═══ EXERCISE MATERIALS ═══
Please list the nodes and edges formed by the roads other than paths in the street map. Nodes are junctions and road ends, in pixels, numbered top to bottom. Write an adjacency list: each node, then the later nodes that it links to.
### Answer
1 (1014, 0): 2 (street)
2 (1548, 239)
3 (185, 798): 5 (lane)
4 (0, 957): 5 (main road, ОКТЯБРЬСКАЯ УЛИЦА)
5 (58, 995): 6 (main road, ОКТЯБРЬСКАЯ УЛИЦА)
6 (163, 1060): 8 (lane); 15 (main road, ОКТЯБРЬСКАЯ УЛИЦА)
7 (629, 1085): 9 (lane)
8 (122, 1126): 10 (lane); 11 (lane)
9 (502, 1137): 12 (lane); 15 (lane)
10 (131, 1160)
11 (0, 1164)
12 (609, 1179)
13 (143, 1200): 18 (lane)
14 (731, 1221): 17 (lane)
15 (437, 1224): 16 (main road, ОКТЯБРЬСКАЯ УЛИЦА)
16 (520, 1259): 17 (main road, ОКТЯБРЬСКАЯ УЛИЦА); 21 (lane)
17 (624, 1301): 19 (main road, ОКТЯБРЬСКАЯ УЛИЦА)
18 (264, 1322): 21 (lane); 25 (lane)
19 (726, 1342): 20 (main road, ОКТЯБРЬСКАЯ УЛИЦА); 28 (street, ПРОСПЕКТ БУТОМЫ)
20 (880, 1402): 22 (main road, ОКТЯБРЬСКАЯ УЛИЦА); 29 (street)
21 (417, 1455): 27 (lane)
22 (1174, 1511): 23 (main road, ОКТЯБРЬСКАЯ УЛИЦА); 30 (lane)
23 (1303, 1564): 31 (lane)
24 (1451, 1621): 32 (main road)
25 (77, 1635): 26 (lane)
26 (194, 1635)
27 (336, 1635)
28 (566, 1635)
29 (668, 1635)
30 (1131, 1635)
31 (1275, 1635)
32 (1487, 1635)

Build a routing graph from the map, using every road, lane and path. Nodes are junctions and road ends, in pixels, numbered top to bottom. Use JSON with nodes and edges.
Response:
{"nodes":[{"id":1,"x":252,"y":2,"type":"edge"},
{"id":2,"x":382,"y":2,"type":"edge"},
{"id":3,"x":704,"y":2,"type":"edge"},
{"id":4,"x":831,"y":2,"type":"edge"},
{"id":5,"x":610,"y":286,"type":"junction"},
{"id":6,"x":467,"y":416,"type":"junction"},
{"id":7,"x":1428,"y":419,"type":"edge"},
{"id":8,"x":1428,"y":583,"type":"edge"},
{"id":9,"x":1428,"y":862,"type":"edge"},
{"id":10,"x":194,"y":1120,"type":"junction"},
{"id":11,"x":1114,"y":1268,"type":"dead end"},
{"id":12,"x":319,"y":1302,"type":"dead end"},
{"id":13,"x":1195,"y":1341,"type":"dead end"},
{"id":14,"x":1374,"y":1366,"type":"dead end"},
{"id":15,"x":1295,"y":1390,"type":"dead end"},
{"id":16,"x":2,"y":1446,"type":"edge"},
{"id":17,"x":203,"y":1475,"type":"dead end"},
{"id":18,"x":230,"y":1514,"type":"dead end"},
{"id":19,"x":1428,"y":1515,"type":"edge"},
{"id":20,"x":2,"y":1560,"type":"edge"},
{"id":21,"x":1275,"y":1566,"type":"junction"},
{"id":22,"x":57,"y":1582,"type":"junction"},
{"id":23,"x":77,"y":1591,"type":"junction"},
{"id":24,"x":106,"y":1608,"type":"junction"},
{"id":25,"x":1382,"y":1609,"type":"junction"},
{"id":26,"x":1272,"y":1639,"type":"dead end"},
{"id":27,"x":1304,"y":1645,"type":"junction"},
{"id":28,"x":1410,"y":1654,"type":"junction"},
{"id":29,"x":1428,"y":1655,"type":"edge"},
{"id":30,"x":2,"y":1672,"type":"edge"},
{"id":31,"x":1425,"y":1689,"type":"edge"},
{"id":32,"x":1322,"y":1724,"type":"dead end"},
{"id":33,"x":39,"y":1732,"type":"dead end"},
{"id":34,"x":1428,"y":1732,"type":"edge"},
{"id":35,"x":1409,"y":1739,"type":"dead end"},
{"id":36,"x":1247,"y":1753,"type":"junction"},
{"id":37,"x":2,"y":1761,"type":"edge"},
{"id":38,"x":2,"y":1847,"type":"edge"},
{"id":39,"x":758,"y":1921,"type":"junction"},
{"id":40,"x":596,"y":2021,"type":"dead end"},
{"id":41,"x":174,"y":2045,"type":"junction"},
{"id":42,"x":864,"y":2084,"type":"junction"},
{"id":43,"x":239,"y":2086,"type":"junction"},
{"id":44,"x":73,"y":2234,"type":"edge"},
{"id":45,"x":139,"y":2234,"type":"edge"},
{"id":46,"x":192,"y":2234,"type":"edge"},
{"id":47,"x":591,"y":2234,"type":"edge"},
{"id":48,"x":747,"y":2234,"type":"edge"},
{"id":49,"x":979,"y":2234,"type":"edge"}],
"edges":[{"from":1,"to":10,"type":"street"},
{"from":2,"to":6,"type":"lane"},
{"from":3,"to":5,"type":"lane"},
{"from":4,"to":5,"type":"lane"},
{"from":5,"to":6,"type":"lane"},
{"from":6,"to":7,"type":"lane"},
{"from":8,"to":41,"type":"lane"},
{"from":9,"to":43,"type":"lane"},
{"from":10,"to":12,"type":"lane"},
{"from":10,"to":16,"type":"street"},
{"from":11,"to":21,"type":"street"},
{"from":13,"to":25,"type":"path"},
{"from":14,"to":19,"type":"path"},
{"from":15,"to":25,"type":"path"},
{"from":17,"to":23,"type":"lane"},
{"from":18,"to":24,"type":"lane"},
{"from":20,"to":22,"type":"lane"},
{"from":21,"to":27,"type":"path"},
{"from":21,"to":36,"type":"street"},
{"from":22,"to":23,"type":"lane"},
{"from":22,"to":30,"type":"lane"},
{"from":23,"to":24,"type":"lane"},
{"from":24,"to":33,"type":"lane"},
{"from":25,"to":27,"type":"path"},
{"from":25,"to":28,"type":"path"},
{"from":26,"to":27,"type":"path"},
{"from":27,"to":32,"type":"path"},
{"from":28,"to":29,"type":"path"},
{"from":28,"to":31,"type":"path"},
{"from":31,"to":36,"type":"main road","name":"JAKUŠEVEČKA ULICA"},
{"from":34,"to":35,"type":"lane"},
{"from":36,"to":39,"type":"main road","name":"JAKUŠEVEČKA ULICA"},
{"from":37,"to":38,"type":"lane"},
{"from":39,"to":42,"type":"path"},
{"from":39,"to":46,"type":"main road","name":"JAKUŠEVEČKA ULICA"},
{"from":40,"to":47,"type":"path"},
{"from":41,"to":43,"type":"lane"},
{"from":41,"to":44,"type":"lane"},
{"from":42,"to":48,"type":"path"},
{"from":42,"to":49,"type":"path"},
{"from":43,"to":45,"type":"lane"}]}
═══
WHAT IS NEEDED: A verbatim copy of the records above should be returned.

ANSWER FOR THIS EXERCISE:
Please list the nodes and edges formed by the roads other than paths in the street map. Nodes are junctions and road ends, in pixels, numbered top to bottom. Write an adjacency list: each node, then the later nodes that it links to.
### Answer
1 (1014, 0): 2 (street)
2 (1548, 239)
3 (185, 798): 5 (lane)
4 (0, 957): 5 (main road, ОКТЯБРЬСКАЯ УЛИЦА)
5 (58, 995): 6 (main road, ОКТЯБРЬСКАЯ УЛИЦА)
6 (163, 1060): 8 (lane); 15 (main road, ОКТЯБРЬСКАЯ УЛИЦА)
7 (629, 1085): 9 (lane)
8 (122, 1126): 10 (lane); 11 (lane)
9 (502, 1137): 12 (lane); 15 (lane)
10 (131, 1160)
11 (0, 1164)
12 (609, 1179)
13 (143, 1200): 18 (lane)
14 (731, 1221): 17 (lane)
15 (437, 1224): 16 (main road, ОКТЯБРЬСКАЯ УЛИЦА)
16 (520, 1259): 17 (main road, ОКТЯБРЬСКАЯ УЛИЦА); 21 (lane)
17 (624, 1301): 19 (main road, ОКТЯБРЬСКАЯ УЛИЦА)
18 (264, 1322): 21 (lane); 25 (lane)
19 (726, 1342): 20 (main road, ОКТЯБРЬСКАЯ УЛИЦА); 28 (street, ПРОСПЕКТ БУТОМЫ)
20 (880, 1402): 22 (main road, ОКТЯБРЬСКАЯ УЛИЦА); 29 (street)
21 (417, 1455): 27 (lane)
22 (1174, 1511): 23 (main road, ОКТЯБРЬСКАЯ УЛИЦА); 30 (lane)
23 (1303, 1564): 31 (lane)
24 (1451, 1621): 32 (main road)
25 (77, 1635): 26 (lane)
26 (194, 1635)
27 (336, 1635)
28 (566, 1635)
29 (668, 1635)
30 (1131, 1635)
31 (1275, 1635)
32 (1487, 1635)

Build a routing graph from the map, using every road, lane and path. Nodes are junctions and road ends, in pixels, numbered top to bottom. Use JSON with nodes and edges.
Response:
{"nodes":[{"id":1,"x":252,"y":2,"type":"edge"},
{"id":2,"x":382,"y":2,"type":"edge"},
{"id":3,"x":704,"y":2,"type":"edge"},
{"id":4,"x":831,"y":2,"type":"edge"},
{"id":5,"x":610,"y":286,"type":"junction"},
{"id":6,"x":467,"y":416,"type":"junction"},
{"id":7,"x":1428,"y":419,"type":"edge"},
{"id":8,"x":1428,"y":583,"type":"edge"},
{"id":9,"x":1428,"y":862,"type":"edge"},
{"id":10,"x":194,"y":1120,"type":"junction"},
{"id":11,"x":1114,"y":1268,"type":"dead end"},
{"id":12,"x":319,"y":1302,"type":"dead end"},
{"id":13,"x":1195,"y":1341,"type":"dead end"},
{"id":14,"x":1374,"y":1366,"type":"dead end"},
{"id":15,"x":1295,"y":1390,"type":"dead end"},
{"id":16,"x":2,"y":1446,"type":"edge"},
{"id":17,"x":203,"y":1475,"type":"dead end"},
{"id":18,"x":230,"y":1514,"type":"dead end"},
{"id":19,"x":1428,"y":1515,"type":"edge"},
{"id":20,"x":2,"y":1560,"type":"edge"},
{"id":21,"x":1275,"y":1566,"type":"junction"},
{"id":22,"x":57,"y":1582,"type":"junction"},
{"id":23,"x":77,"y":1591,"type":"junction"},
{"id":24,"x":106,"y":1608,"type":"junction"},
{"id":25,"x":1382,"y":1609,"type":"junction"},
{"id":26,"x":1272,"y":1639,"type":"dead end"},
{"id":27,"x":1304,"y":1645,"type":"junction"},
{"id":28,"x":1410,"y":1654,"type":"junction"},
{"id":29,"x":1428,"y":1655,"type":"edge"},
{"id":30,"x":2,"y":1672,"type":"edge"},
{"id":31,"x":1425,"y":1689,"type":"edge"},
{"id":32,"x":1322,"y":1724,"type":"dead end"},
{"id":33,"x":39,"y":1732,"type":"dead end"},
{"id":34,"x":1428,"y":1732,"type":"edge"},
{"id":35,"x":1409,"y":1739,"type":"dead end"},
{"id":36,"x":1247,"y":1753,"type":"junction"},
{"id":37,"x":2,"y":1761,"type":"edge"},
{"id":38,"x":2,"y":1847,"type":"edge"},
{"id":39,"x":758,"y":1921,"type":"junction"},
{"id":40,"x":596,"y":2021,"type":"dead end"},
{"id":41,"x":174,"y":2045,"type":"junction"},
{"id":42,"x":864,"y":2084,"type":"junction"},
{"id":43,"x":239,"y":2086,"type":"junction"},
{"id":44,"x":73,"y":2234,"type":"edge"},
{"id":45,"x":139,"y":2234,"type":"edge"},
{"id":46,"x":192,"y":2234,"type":"edge"},
{"id":47,"x":591,"y":2234,"type":"edge"},
{"id":48,"x":747,"y":2234,"type":"edge"},
{"id":49,"x":979,"y":2234,"type":"edge"}],
"edges":[{"from":1,"to":10,"type":"street"},
{"from":2,"to":6,"type":"lane"},
{"from":3,"to":5,"type":"lane"},
{"from":4,"to":5,"type":"lane"},
{"from":5,"to":6,"type":"lane"},
{"from":6,"to":7,"type":"lane"},
{"from":8,"to":41,"type":"lane"},
{"from":9,"to":43,"type":"lane"},
{"from":10,"to":12,"type":"lane"},
{"from":10,"to":16,"type":"street"},
{"from":11,"to":21,"type":"street"},
{"from":13,"to":25,"type":"path"},
{"from":14,"to":19,"type":"path"},
{"from":15,"to":25,"type":"path"},
{"from":17,"to":23,"type":"lane"},
{"from":18,"to":24,"type":"lane"},
{"from":20,"to":22,"type":"lane"},
{"from":21,"to":27,"type":"path"},
{"from":21,"to":36,"type":"street"},
{"from":22,"to":23,"type":"lane"},
{"from":22,"to":30,"type":"lane"},
{"from":23,"to":24,"type":"lane"},
{"from":24,"to":33,"type":"lane"},
{"from":25,"to":27,"type":"path"},
{"from":25,"to":28,"type":"path"},
{"from":26,"to":27,"type":"path"},
{"from":27,"to":32,"type":"path"},
{"from":28,"to":29,"type":"path"},
{"from":28,"to":31,"type":"path"},
{"from":31,"to":36,"type":"main road","name":"JAKUŠEVEČKA ULICA"},
{"from":34,"to":35,"type":"lane"},
{"from":36,"to":39,"type":"main road","name":"JAKUŠEVEČKA ULICA"},
{"from":37,"to":38,"type":"lane"},
{"from":39,"to":42,"type":"path"},
{"from":39,"to":46,"type":"main road","name":"JAKUŠEVEČKA ULICA"},
{"from":40,"to":47,"type":"path"},
{"from":41,"to":43,"type":"lane"},
{"from":41,"to":44,"type":"lane"},
{"from":42,"to":48,"type":"path"},
{"from":42,"to":49,"type":"path"},
{"from":43,"to":45,"type":"lane"}]}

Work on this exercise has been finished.